# Local government leverage if SHTF



## 8301 (Nov 29, 2014)

SHTF, for whatever reason you prefer and you can't get to work (or there is no work), the stores are closed, food is scarce. Federal government can't influence daily life. Banks are closed.

Local government (county, city, state) tries to step in and wants something from the population in general whether it be food donations, your labor, ect.
Because all home owners must pay property taxes to keep their property the local government could use lack of property tax payment to force local citizens to follow the local governments mandates or legally they can take your property. 

By requiring people to pay their property taxes regardless of economic conditions your local government has enormous leverage over your property and ability to live free in a SHTF scenario. 

If you have the ability to safely keep a years worth of property tax money buried in the back yard it may be worth considering.

Mot people can't do this which is why it's such a powerful tool that a local government can use to coerce you to submit.


----------



## Mule13 (Dec 30, 2012)

seems something like that (in a SHTF situation) would be really hard to enforce.if there are any LEO's left they'll be busy stop roving bands of hooligans.more than likely they'll be home protecting their families.I really cant see anything like that happening.At least not within the first several months and after that pretty sure the LEO's would be off somewhere else. prolly formed an all leo prepper group somewhere, and scrapping by like the rest of the survivors.

just my 2 cents


----------



## Oddcaliber (Feb 17, 2014)

In a full out SHTF tax collection will be far down the list of things to do.


----------



## Camel923 (Aug 13, 2014)

Many local governments could careless about gangs unless it is their own private home.
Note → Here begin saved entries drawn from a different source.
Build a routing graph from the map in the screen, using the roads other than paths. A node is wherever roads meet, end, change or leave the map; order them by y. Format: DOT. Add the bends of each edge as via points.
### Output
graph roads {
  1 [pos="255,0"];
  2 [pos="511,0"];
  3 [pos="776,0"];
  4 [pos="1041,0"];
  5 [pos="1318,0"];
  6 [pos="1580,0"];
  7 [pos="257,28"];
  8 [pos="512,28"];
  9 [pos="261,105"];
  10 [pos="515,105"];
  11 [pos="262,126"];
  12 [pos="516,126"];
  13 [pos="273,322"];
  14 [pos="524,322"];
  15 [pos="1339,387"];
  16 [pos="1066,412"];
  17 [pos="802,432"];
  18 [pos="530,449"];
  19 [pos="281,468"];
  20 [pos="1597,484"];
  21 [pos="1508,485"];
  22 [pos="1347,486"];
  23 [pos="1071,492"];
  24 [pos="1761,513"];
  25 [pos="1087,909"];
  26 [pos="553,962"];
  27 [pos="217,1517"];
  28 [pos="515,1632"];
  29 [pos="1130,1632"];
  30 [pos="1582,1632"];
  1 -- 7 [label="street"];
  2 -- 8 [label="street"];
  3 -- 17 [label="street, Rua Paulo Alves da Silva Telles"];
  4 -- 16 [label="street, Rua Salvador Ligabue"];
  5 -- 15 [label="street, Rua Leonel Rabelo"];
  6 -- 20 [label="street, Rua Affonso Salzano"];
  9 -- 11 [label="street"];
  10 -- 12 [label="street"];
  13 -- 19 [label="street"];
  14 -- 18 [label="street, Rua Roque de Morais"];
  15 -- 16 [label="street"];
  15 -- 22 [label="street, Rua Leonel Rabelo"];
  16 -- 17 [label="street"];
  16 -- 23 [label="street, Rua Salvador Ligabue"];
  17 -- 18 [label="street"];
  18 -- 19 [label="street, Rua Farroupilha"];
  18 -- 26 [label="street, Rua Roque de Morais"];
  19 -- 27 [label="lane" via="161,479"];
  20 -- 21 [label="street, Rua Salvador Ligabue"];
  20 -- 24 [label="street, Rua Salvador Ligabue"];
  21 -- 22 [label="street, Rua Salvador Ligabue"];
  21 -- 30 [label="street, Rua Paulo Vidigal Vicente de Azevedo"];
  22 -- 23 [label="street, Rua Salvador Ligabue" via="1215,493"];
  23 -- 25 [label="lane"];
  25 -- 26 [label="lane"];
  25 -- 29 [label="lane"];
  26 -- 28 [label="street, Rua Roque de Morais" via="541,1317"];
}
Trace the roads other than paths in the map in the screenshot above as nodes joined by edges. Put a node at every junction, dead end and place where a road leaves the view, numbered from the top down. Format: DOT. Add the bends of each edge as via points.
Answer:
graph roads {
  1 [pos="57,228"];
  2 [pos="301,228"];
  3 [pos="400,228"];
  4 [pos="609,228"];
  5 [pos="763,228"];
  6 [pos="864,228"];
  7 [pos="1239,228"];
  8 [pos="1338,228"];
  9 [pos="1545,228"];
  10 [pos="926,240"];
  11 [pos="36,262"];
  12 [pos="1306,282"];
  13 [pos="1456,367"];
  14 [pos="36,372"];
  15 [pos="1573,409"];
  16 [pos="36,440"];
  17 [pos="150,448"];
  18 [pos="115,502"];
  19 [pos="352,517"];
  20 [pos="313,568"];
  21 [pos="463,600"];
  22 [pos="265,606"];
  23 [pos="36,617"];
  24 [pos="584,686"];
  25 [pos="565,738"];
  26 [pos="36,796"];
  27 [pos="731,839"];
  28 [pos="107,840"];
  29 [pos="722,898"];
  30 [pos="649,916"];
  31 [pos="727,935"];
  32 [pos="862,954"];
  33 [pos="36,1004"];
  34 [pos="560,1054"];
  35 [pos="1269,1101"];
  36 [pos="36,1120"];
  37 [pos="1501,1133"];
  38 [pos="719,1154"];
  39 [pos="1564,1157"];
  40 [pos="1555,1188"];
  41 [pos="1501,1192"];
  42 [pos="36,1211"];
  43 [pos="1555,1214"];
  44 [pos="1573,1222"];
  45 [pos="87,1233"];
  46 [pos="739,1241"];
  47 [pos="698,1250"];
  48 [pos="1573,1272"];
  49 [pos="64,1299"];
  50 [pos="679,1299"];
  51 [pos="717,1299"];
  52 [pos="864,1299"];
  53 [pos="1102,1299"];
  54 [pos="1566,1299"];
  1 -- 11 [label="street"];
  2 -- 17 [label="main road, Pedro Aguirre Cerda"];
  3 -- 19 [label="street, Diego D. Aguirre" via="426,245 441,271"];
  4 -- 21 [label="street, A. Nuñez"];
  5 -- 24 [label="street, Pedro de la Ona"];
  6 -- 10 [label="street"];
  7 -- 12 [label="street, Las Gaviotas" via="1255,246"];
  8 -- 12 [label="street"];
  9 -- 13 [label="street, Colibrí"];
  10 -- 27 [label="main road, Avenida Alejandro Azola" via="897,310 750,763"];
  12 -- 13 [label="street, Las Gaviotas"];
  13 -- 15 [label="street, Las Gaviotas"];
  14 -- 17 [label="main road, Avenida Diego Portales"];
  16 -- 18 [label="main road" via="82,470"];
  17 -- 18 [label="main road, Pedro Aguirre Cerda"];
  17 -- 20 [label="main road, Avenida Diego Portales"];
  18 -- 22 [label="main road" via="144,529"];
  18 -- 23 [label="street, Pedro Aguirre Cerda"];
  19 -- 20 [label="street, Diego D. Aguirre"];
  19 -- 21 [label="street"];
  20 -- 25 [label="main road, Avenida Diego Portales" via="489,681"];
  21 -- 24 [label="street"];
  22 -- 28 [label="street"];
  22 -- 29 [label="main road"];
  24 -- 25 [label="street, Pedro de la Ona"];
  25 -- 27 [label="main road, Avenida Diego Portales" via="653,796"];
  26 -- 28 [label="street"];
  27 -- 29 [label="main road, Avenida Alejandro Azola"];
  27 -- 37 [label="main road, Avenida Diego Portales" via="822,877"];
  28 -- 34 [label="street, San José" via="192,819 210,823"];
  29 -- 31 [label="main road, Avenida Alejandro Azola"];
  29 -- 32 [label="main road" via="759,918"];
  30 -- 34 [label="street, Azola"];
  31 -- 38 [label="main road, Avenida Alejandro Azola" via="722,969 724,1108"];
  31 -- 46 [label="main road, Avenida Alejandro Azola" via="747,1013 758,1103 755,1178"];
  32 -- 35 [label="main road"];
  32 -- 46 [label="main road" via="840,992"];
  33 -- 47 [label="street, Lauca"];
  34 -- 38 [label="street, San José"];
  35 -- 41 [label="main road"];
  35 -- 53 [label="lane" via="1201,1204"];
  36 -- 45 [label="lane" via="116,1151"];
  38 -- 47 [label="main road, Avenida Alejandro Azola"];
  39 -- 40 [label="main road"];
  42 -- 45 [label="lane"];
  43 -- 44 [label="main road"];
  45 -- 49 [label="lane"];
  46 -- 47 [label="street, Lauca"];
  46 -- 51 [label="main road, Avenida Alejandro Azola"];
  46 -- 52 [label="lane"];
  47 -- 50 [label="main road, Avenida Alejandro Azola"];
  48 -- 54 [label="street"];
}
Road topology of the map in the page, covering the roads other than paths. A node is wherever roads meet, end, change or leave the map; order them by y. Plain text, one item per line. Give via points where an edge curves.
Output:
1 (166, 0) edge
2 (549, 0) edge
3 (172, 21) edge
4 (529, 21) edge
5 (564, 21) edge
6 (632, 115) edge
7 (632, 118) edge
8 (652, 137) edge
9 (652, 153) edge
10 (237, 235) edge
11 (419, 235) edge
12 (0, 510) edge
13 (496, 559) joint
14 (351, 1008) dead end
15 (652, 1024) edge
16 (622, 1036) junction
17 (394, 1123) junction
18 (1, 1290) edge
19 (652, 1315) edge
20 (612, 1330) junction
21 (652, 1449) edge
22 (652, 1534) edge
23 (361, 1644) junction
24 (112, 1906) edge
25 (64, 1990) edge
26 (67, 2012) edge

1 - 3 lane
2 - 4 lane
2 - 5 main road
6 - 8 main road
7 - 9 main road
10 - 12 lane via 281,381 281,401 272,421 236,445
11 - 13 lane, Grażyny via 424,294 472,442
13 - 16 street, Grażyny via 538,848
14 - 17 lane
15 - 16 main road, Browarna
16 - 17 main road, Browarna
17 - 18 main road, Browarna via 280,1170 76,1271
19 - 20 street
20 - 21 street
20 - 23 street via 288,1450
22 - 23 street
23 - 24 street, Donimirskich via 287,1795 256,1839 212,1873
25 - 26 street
I could see those turd$ directing LEO to confiscate wealth over the protect and serve idea. Depends on where you live and who is in charge.


----------



## NotTooProudToHide (Nov 3, 2013)

For the doubters this has already happened. How many people lost their homes/farms/property due to taxes during the great depression?


----------



## TacticalCanuck (Aug 5, 2014)

Mule13 said:


> seems something like that (in a SHTF situation) would be really hard to enforce.if there are any LEO's left they'll be busy stop roving bands of hooligans.more than likely they'll be home protecting their families.I really cant see anything like that happening.At least not within the first several months and after that pretty sure the LEO's would be off somewhere else. prolly formed an all leo prepper group somewhere, and scrapping by like the rest of the survivors.
> 
> just my 2 cents


If there are no jobs no money and no food yet the govy has enough to "buy" a few cronies there will be many who will take the job of govy enforcer for a loaf of bread and pack of smokes because you take care of your own first. I see people lining up in droves willing to take the job for next to nothing.


----------



## Illini Warrior (Jan 24, 2015)

let me ask you this - how many of your local politicians, officials, social leaders, powerbrokers and biz owners are prepping? ..... other than playing in the precious metals market most aren't putting away squat .... you think they are just giving up their power & authority and go off to starve? .... an emergency order to seize resources as necessary will be issued locally and the confiscation will start .... legalized posse groups lead by a badge will be rooting around door-to-door taking whatever they wish .... first on the list will be anyone that was stupid enough to expose their resources - if you're out there bragging about your newest AR purchase or the number of jars you canned - expect a friendly knock on the door followed by a kick ....


----------



## Operator6 (Oct 29, 2015)

After hurricane Katrina those affected were given extra time to file taxes and extra time to comply with any obligations concerning government agency's. 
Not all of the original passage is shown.